— The task —
Where a line of the entries holds the string "Hale", copy that line.

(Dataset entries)
·····

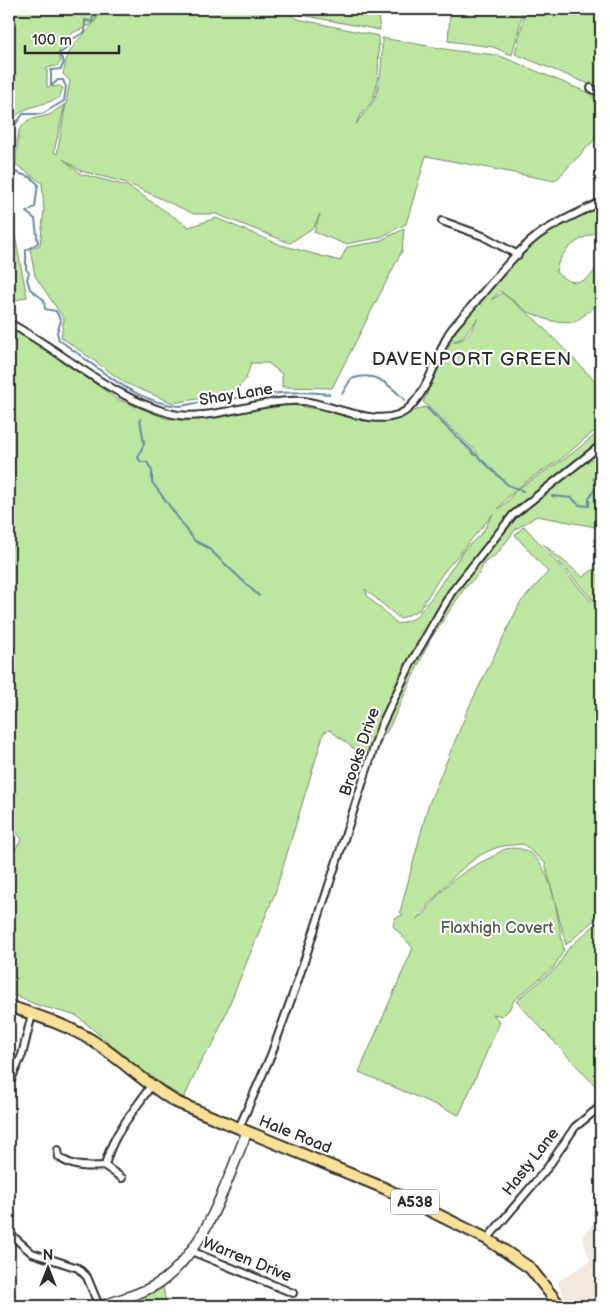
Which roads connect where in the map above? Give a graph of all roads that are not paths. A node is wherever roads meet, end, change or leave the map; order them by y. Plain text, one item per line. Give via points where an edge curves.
1 (591, 88) dead end
2 (601, 94) edge
3 (601, 202) edge
4 (442, 221) dead end
5 (518, 255) junction
6 (9, 323) edge
7 (601, 445) edge
8 (9, 1006) edge
9 (32, 1014) junction
10 (9, 1084) edge
11 (150, 1087) junction
12 (601, 1106) edge
13 (243, 1130) junction
14 (58, 1150) dead end
15 (105, 1166) junction
16 (122, 1178) dead end
17 (9, 1233) edge
18 (487, 1238) junction
19 (191, 1252) junction
20 (293, 1293) dead end
21 (101, 1306) edge
22 (560, 1306) edge

1 - 2 street
3 - 5 street, Shay Lane via 543,232
4 - 5 street via 483,236
5 - 6 street, Shay Lane via 450,331 423,391 410,408 384,416 368,418 304,402 274,401 214,413 170,414 115,392
7 - 13 street, Brooks Drive via 513,515 451,593 412,661 381,726 297,983
8 - 9 main road, Hale Road / A538
9 - 10 street via 22,1055
9 - 11 main road, Hale Road / A538 via 93,1041
11 - 13 main road, Hale Road / A538 via 176,1102
11 - 15 street via 117,1132
12 - 18 street, Hasty Lane via 575,1127 548,1167
13 - 18 main road, Hale Road / A538 via 384,1188
13 - 19 street via 216,1207
14 - 15 street via 59,1157 74,1165 84,1168
15 - 16 street
17 - 21 street via 32,1253 78,1268 87,1276
18 - 22 main road, Hale Road / A538 via 530,1268
19 - 20 street, Warren Drive
19 - 21 street via 165,1279

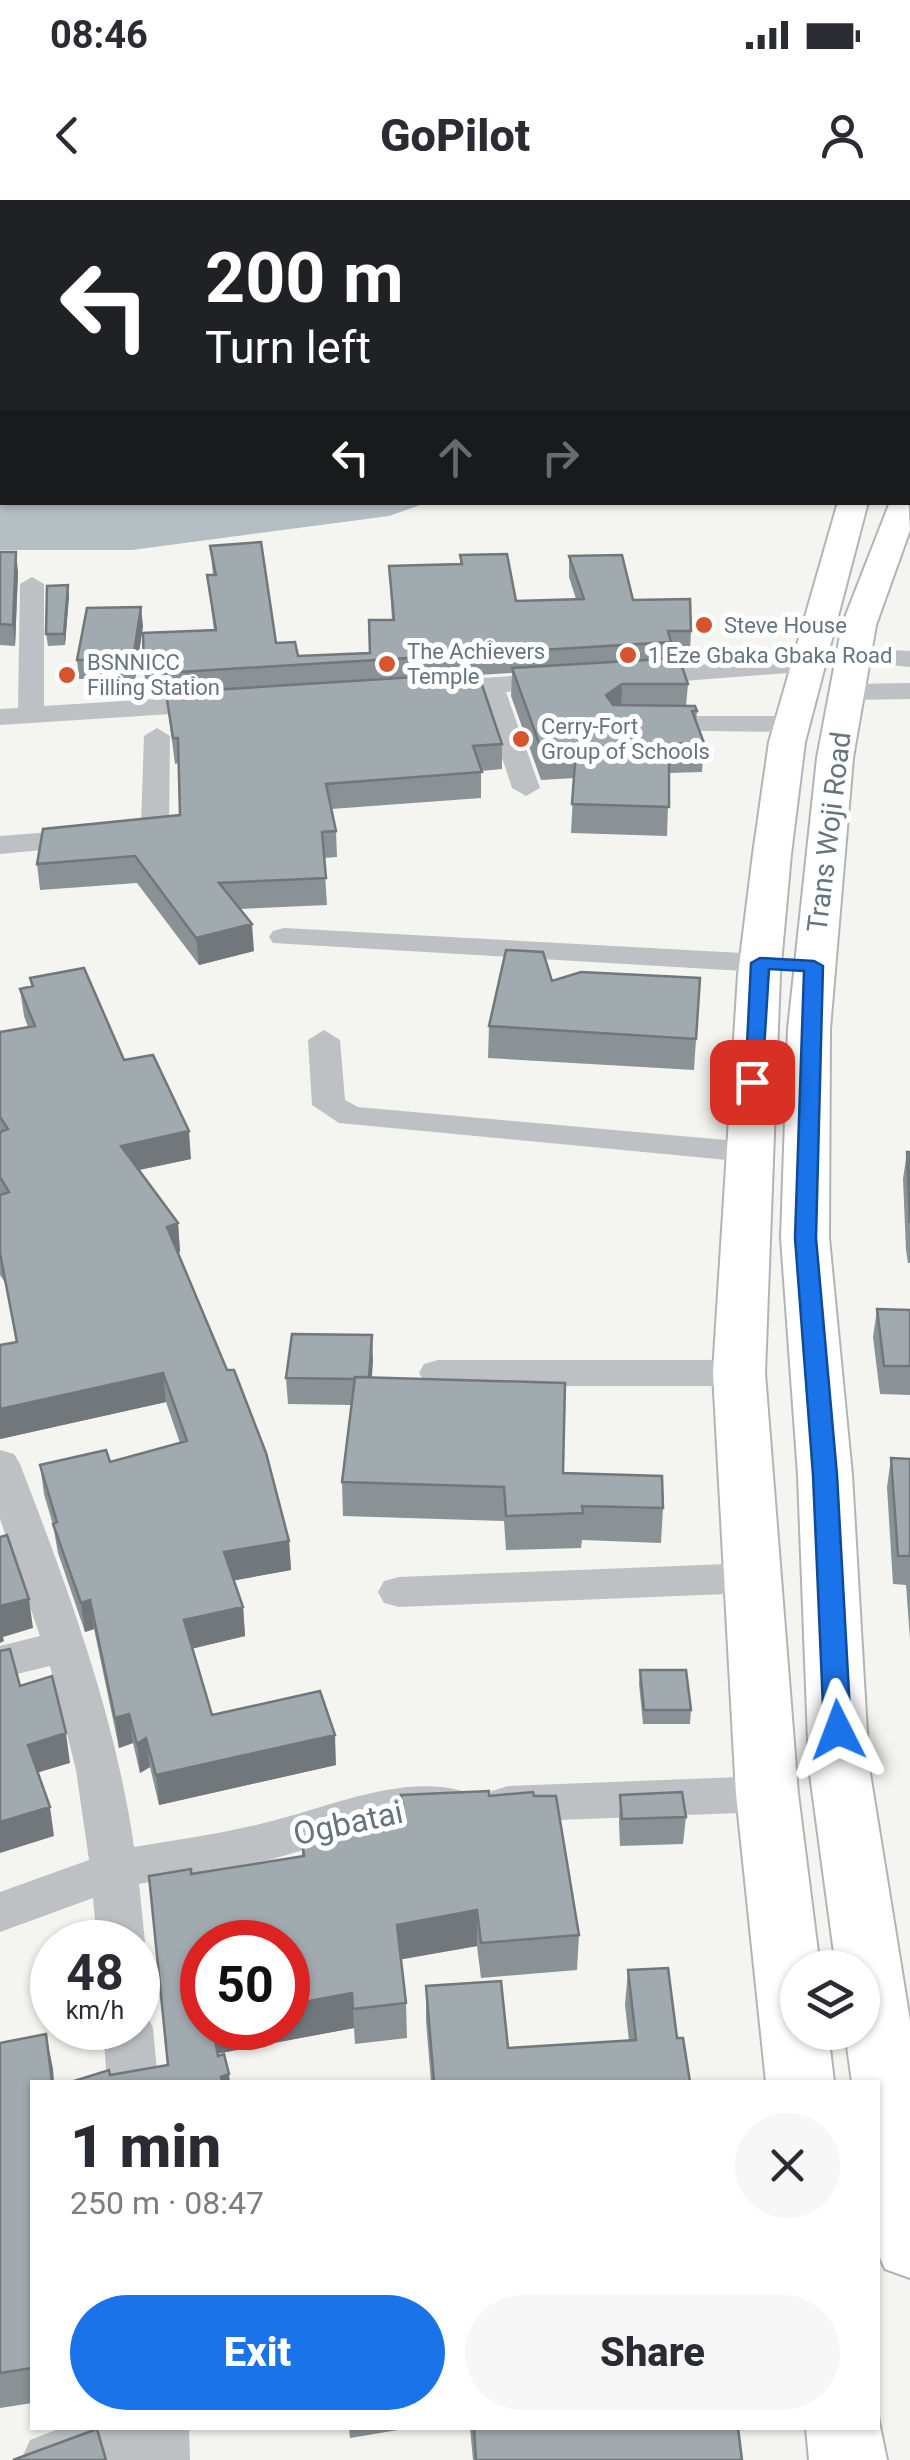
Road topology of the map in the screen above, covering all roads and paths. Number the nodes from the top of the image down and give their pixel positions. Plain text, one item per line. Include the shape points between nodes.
1 (851, 505) edge
2 (903, 505) edge
3 (32, 584) dead end
4 (910, 659) edge
5 (804, 666) junction
6 (850, 674) junction
7 (638, 676) junction
8 (490, 686) junction
9 (414, 690) edge
10 (910, 691) edge
11 (242, 702) edge
12 (32, 714) junction
13 (0, 716) edge
14 (621, 724) edge
15 (706, 724) junction
16 (791, 724) junction
17 (157, 736) dead end
18 (526, 788) dead end
19 (0, 845) edge
20 (284, 937) dead end
21 (760, 963) junction
22 (814, 966) junction
23 (324, 1040) dead end
24 (748, 1152) junction
25 (806, 1160) junction
26 (438, 1372) dead end
27 (738, 1373) junction
28 (0, 1464) edge
29 (753, 1578) junction
30 (399, 1592) dead end
31 (62, 1647) junction
32 (0, 1662) edge
33 (767, 1794) junction
34 (114, 1870) junction
35 (0, 1912) edge
36 (118, 1920) edge
37 (130, 2050) edge
38 (132, 2080) edge
39 (800, 2080) edge
40 (910, 2245) edge
41 (132, 2430) edge
42 (161, 2430) edge
43 (844, 2430) edge
44 (50, 2460) edge
45 (161, 2460) edge
46 (848, 2460) edge

1 - 5 main road, Trans Woji Road
2 - 6 main road, Trans Woji Road via 859,624
3 - 12 street
4 - 6 street
5 - 7 street
5 - 16 main road, Trans Woji Road
6 - 10 street
6 - 22 main road, Trans Woji Road
7 - 8 street
7 - 15 street via 652,691 694,696
8 - 9 street
8 - 18 street
11 - 12 street
12 - 13 street
14 - 15 street
15 - 16 street
16 - 21 main road, Trans Woji Road
17 - 19 street via 150,833
20 - 21 street
21 - 22 main road
21 - 24 main road, Trans Woji Road
22 - 25 main road, Trans Woji Road
23 - 24 street via 328,1105 352,1116
24 - 25 main road
24 - 27 main road, Trans Woji Road
25 - 40 main road, Trans Woji Road via 839,1767
26 - 27 street
27 - 29 main road, Trans Woji Road
28 - 31 street
29 - 30 street
29 - 33 main road, Trans Woji Road
31 - 32 street
31 - 34 street via 93,1745
33 - 34 street, Ogbatai via 384,1808 268,1840
33 - 39 main road, Trans Woji Road
34 - 35 street, Ogbatai
34 - 36 street
37 - 38 street
41 - 44 street
42 - 45 street
43 - 46 main road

·····

— Answer space —
8 - 9 main road, Hale Road / A538
9 - 11 main road, Hale Road / A538 via 93,1041
11 - 13 main road, Hale Road / A538 via 176,1102
13 - 18 main road, Hale Road / A538 via 384,1188
18 - 22 main road, Hale Road / A538 via 530,1268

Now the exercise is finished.